The next step of “being there” for the assaulted employee is tapping into their support network by having their friends at the facility be relieved of their duties so they can come to express their support to the staff member. In some cases, staff may not be comfortable talking extensively to an administrator, but they will talk to a friend. If you have trained peer supporters, call on them to come by as well and talk to the employee.

Ask the assaulted staff member if they want to make a phone call to family members and/or significant others in their community, and make it possible for them to do so privately.
If the assaulted staff member wants to make a round of the office or unit to show the clients/offenders that they “are keeping it together” and have their head up in spite of the assault, honor them by accompanying them in doing so.

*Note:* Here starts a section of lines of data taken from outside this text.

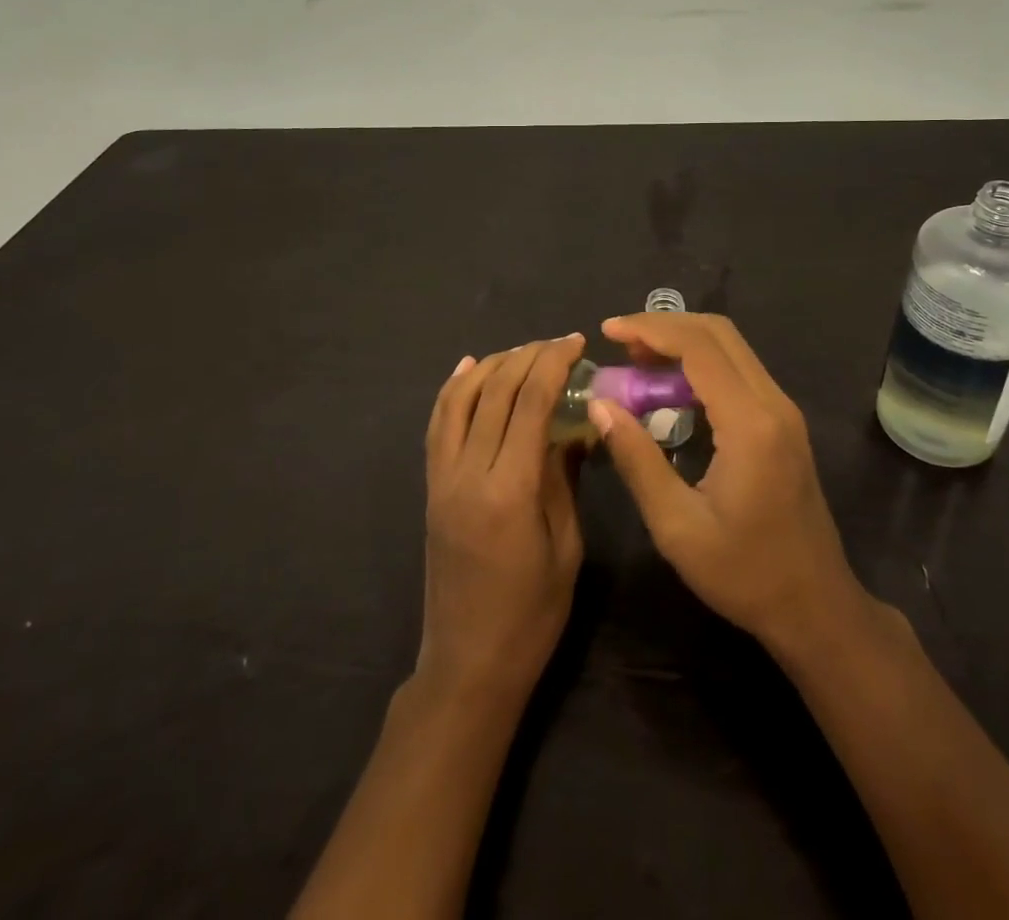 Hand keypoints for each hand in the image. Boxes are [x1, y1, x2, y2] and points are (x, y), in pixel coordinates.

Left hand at [417, 336, 585, 702]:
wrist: (468, 664)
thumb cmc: (531, 615)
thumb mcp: (566, 546)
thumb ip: (565, 477)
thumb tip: (577, 426)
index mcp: (509, 490)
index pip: (530, 403)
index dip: (554, 364)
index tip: (576, 343)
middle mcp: (468, 473)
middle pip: (494, 391)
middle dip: (528, 356)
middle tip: (558, 344)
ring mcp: (442, 478)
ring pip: (459, 398)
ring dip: (492, 365)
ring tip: (523, 351)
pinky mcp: (431, 487)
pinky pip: (438, 424)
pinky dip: (454, 389)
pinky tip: (471, 368)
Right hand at [588, 313, 864, 655]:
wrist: (816, 607)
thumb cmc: (744, 574)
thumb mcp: (676, 526)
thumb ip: (636, 459)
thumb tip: (601, 406)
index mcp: (750, 423)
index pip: (698, 347)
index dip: (650, 329)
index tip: (608, 331)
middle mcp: (773, 403)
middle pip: (719, 333)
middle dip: (665, 326)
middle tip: (620, 343)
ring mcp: (784, 411)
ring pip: (731, 348)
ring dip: (683, 342)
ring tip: (637, 361)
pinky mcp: (783, 423)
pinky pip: (739, 371)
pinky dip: (701, 363)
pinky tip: (671, 388)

Additionally, as part of the support you offer, have the assaulted staff member be checked confidentially by a mental health provider at the facility, or allow them access to a room where they can shut the door and call your EAP hotline. These professionals can check for safety concerns, assess the employee’s current functioning level and frame of mind, remind the staff member that acute reactions after an incident are normal, and tell them what signs might indicate that additional care/treatment is needed. They can give/email/fax them handouts with relaxation exercises and other coping strategies, and remind them to avoid using substances to cope, as these can destabilize their mood further.

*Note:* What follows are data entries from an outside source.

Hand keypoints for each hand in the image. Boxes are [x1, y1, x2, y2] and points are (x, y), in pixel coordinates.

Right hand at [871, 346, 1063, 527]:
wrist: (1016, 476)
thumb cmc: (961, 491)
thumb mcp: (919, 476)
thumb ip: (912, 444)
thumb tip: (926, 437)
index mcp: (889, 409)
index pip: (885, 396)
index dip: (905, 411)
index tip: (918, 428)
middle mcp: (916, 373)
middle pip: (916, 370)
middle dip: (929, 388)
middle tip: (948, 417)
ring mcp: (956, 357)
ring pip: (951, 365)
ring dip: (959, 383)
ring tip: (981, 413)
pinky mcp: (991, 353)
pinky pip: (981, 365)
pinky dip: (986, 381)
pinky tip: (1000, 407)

Relieve the assaulted staff member of their duties for that day. Ask them if they’d like to take a day off of work. If they decline that, allow them to spend time as needed with peer supporters and/or mental health providers. If they insist on working, assign them to an area where they are likely to have minimal client/offender contact. When they come back to work, do another round of the unit/office with them, to visibly express your support of them.

If they are asked to write up their incident report immediately after it happens, keep in mind that the reported order of events may be jumbled or unclear. (Remembering details of a traumatic incident is a subject that will be addressed in one of the webinars to be offered through Desert Waters’ Resilience Academy.) Therefore, this initial report should be regarded as part 1 or incomplete, with the understanding that material may be added a few days later. This may be controversial to some, primarily for legal reasons, yet we are dealing with realities of the neurobiology of human memory following exposure to a traumatic event. The brain is not a video camera.

When it is time for the assaulted staff member to leave the office/facility, arrange for someone to drive them home, and for another employee to drive their vehicle to their house.

And remember, it may not only be the assaulted staff member who needs your immediate attention. Those who witnessed the incident and those who responded are also likely to require your expressions of caring, consideration, validation, and support.

Note: Dr. Susan Jones was consulted on this piece, and she offered several comments and suggestions which helped shape this article.